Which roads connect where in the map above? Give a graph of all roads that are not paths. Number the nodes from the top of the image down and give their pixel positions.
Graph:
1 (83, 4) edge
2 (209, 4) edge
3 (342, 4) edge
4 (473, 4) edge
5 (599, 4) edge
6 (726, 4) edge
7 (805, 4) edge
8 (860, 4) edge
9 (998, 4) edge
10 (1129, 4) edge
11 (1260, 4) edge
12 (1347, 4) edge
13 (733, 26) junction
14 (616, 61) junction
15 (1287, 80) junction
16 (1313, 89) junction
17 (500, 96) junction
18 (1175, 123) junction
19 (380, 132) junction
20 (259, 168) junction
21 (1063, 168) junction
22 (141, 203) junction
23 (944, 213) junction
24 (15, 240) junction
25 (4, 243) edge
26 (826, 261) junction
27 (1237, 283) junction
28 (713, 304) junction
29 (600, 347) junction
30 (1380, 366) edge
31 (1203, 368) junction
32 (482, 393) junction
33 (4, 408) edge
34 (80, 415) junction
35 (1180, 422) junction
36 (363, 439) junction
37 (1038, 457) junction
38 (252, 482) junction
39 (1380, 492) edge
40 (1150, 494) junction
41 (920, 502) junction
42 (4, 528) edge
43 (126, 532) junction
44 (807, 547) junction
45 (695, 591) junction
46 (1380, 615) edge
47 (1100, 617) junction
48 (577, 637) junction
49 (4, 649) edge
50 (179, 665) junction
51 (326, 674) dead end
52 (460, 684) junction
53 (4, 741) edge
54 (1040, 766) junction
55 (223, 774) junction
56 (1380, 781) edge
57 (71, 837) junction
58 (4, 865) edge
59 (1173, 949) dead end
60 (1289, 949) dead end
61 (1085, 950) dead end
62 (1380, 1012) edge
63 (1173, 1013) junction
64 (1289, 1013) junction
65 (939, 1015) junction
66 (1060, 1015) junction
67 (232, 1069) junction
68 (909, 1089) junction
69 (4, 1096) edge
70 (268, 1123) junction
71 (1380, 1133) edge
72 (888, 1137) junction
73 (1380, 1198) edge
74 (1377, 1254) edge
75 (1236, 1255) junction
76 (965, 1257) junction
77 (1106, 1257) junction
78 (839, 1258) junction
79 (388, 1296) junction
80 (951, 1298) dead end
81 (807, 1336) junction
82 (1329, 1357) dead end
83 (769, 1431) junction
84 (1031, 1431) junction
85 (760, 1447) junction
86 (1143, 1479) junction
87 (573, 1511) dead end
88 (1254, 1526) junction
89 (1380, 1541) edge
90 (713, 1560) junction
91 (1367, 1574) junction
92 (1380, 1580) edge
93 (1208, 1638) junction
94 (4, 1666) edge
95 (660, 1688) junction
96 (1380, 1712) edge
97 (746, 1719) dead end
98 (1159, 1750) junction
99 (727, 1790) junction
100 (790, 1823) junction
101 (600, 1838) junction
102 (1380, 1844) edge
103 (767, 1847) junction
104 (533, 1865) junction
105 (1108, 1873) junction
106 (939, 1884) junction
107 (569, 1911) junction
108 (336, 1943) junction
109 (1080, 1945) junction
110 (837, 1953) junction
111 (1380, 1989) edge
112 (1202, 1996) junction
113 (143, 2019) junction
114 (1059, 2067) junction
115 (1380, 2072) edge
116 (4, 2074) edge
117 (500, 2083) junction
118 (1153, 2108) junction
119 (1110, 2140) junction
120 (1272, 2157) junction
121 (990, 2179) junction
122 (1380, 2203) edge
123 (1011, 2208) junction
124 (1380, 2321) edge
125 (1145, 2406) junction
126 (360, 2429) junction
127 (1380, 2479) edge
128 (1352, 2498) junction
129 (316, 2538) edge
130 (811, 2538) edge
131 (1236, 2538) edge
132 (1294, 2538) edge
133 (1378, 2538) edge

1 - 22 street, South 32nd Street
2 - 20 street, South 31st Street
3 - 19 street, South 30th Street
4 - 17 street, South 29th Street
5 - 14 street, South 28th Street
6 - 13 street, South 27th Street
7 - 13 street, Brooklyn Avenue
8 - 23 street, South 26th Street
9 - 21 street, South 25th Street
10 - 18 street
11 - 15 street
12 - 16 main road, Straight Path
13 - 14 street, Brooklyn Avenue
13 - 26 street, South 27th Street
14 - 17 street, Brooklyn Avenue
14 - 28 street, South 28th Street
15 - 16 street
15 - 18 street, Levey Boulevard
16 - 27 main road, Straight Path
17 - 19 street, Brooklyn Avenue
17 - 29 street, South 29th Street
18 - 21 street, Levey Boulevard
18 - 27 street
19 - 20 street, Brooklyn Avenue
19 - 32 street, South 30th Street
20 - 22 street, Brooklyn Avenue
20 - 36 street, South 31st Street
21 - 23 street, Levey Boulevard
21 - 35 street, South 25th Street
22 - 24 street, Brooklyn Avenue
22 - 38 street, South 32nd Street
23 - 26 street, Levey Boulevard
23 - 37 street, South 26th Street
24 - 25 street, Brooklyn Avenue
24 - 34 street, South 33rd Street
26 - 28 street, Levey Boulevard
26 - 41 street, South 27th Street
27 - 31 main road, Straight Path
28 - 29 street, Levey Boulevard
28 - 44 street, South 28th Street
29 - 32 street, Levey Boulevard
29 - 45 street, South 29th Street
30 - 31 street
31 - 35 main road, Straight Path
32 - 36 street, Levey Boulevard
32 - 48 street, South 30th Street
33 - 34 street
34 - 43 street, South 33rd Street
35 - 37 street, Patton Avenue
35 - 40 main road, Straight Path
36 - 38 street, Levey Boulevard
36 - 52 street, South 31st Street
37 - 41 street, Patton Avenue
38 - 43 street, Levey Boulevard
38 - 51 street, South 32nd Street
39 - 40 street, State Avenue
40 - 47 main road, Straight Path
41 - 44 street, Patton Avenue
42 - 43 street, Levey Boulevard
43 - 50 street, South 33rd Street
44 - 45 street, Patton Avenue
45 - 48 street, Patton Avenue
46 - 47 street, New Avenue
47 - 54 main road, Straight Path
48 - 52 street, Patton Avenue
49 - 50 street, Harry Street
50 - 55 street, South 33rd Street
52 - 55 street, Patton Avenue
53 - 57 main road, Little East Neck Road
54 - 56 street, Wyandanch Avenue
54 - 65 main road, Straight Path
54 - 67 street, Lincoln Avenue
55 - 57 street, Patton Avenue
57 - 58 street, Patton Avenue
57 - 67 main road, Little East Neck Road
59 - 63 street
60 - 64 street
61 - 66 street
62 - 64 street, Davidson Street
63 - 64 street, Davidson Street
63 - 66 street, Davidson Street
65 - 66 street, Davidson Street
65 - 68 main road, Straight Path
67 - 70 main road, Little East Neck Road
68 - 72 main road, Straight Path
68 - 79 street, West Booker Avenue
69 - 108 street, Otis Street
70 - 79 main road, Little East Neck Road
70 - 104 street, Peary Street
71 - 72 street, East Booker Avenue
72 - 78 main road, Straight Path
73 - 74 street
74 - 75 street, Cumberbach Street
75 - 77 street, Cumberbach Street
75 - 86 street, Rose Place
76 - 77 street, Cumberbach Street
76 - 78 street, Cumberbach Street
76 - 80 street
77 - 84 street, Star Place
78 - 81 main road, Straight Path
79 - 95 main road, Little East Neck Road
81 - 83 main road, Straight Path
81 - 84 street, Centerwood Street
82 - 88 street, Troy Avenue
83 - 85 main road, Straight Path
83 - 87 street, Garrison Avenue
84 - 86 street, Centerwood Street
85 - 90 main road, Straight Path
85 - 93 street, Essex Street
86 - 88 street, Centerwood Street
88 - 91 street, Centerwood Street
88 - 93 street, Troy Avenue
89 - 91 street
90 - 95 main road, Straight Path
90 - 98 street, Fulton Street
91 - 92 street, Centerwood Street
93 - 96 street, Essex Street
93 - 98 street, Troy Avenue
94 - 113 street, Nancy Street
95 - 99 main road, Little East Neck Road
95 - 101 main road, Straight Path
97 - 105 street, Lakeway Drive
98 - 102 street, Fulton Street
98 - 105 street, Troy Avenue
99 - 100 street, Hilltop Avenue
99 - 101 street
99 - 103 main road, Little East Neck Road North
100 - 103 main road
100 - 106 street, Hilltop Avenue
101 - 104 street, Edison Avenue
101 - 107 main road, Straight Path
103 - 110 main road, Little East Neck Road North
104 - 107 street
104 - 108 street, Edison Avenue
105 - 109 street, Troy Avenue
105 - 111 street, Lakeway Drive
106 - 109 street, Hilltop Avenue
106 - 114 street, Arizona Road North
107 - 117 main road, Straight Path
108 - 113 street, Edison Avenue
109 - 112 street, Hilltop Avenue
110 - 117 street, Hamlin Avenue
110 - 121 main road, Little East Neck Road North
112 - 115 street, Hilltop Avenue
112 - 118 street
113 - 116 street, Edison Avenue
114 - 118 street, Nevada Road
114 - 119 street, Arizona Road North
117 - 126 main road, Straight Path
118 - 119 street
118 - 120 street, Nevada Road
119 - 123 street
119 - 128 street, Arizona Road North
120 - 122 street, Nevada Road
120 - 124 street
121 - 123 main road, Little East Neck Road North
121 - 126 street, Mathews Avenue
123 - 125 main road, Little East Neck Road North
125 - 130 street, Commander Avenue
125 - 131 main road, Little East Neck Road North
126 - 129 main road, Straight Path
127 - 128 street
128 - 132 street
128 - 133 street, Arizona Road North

AIM OF THE EXERCISE: Look through the data above and return each line where the string "Patton" occurs.

OUTPUT BELOW:
35 - 37 street, Patton Avenue
37 - 41 street, Patton Avenue
41 - 44 street, Patton Avenue
44 - 45 street, Patton Avenue
45 - 48 street, Patton Avenue
48 - 52 street, Patton Avenue
52 - 55 street, Patton Avenue
55 - 57 street, Patton Avenue
57 - 58 street, Patton Avenue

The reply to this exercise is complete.